There are three ways one can merge the PR

  1. Merge pull request: This is default for all our repositories. It keeps the histroy of the commits and on top it adds a merge commit. This merge commit is used by bot to find out which pull requests has been merged on top of last build. This informtion is then used for generating the IB pages. This merge commit also very help full for tagging the IBs. e.g. one can find the last merge commit before 11h00 to tag the 11h IB. Without this merge commit there could be chance that we tag something incomplete e.g. lets say a PR has two commits one at 10h59 and other at 11h01 and we have merge it at 11h05 (just before starting the IB) then bot will build the IB using 10h59 commit.
  2. Squash and merge: This does not create any merge commit and is squashes all the commits on to one re-write the commit message. Many developers does not like this as it loses the commit history.
  3. Rebase and merge: This also does not create any merge commit. It keeps the commit history of PR , so if a PR has N commits then all of those will be rebased on top of the base branch. Bebasing also means change in commit sha which some developers might not like if they want to keep on working on the local branch.

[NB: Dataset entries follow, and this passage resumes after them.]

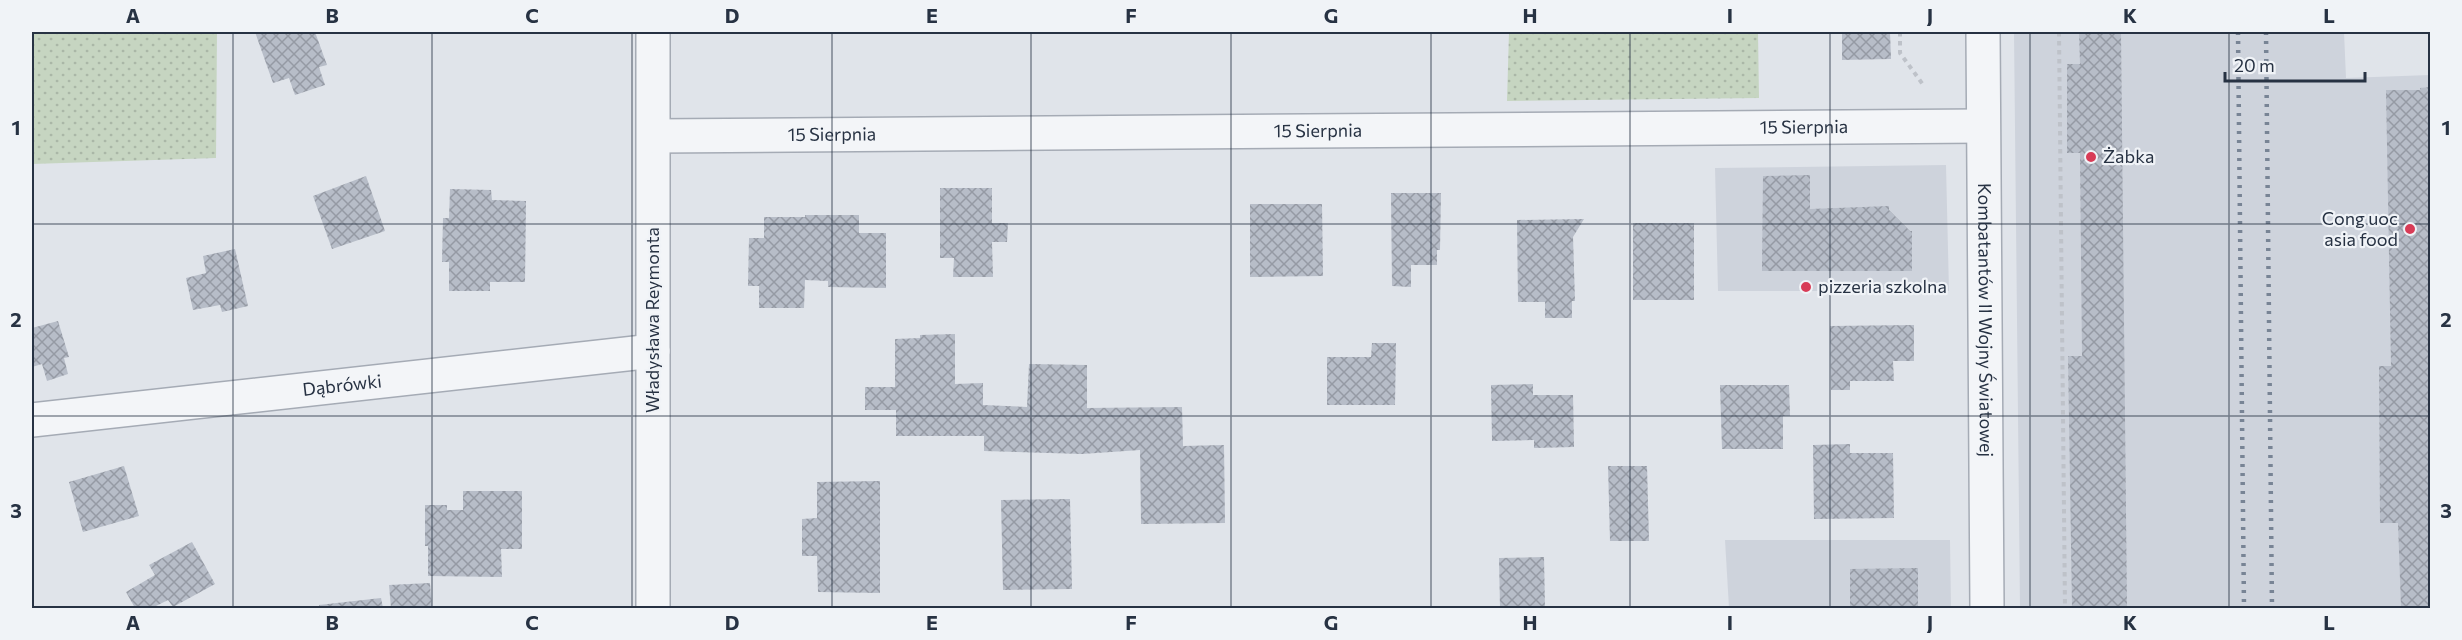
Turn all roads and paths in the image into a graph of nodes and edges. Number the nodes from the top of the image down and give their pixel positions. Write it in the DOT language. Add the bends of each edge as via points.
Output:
graph roads {
  1 [pos="653,32"];
  2 [pos="1983,32"];
  3 [pos="2059,32"];
  4 [pos="1983,126"];
  5 [pos="654,136"];
  6 [pos="653,351"];
  7 [pos="32,420"];
  8 [pos="653,609"];
  9 [pos="1987,609"];
  10 [pos="2065,609"];
  1 -- 5 [label="street, Władysława Reymonta"];
  2 -- 4 [label="street, Kombatantów II Wojny Światowej"];
  3 -- 10 [label="path"];
  4 -- 5 [label="street, 15 Sierpnia"];
  4 -- 9 [label="street, Kombatantów II Wojny Światowej"];
  5 -- 6 [label="street, Władysława Reymonta"];
  6 -- 7 [label="street, Dąbrówki"];
  6 -- 8 [label="street, Władysława Reymonta"];
}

I prefer to keep using the option 1. Option 2 loses all the commit history and option 3 (though keeps the commits) but it can build inconsistant IBs.

makortel commented 11 months ago

I think we'd need to understand better the motivation(s) behind the proposal. Maybe there could be a different path forward to improve things?

antoniovilela commented 11 months ago

Do I understand correctly that if one does a Squash and merge the PR will not show up in the IB page. Is there a way around this? Since it is one commit you do not get the problem of incomplete PRs. In many (most?) cases the commit history is not very meaningful and what matters is the PR in its entirety it would seem? Could we simply have the option of the Squash and merge, without unintended consequences in the IB monitoring?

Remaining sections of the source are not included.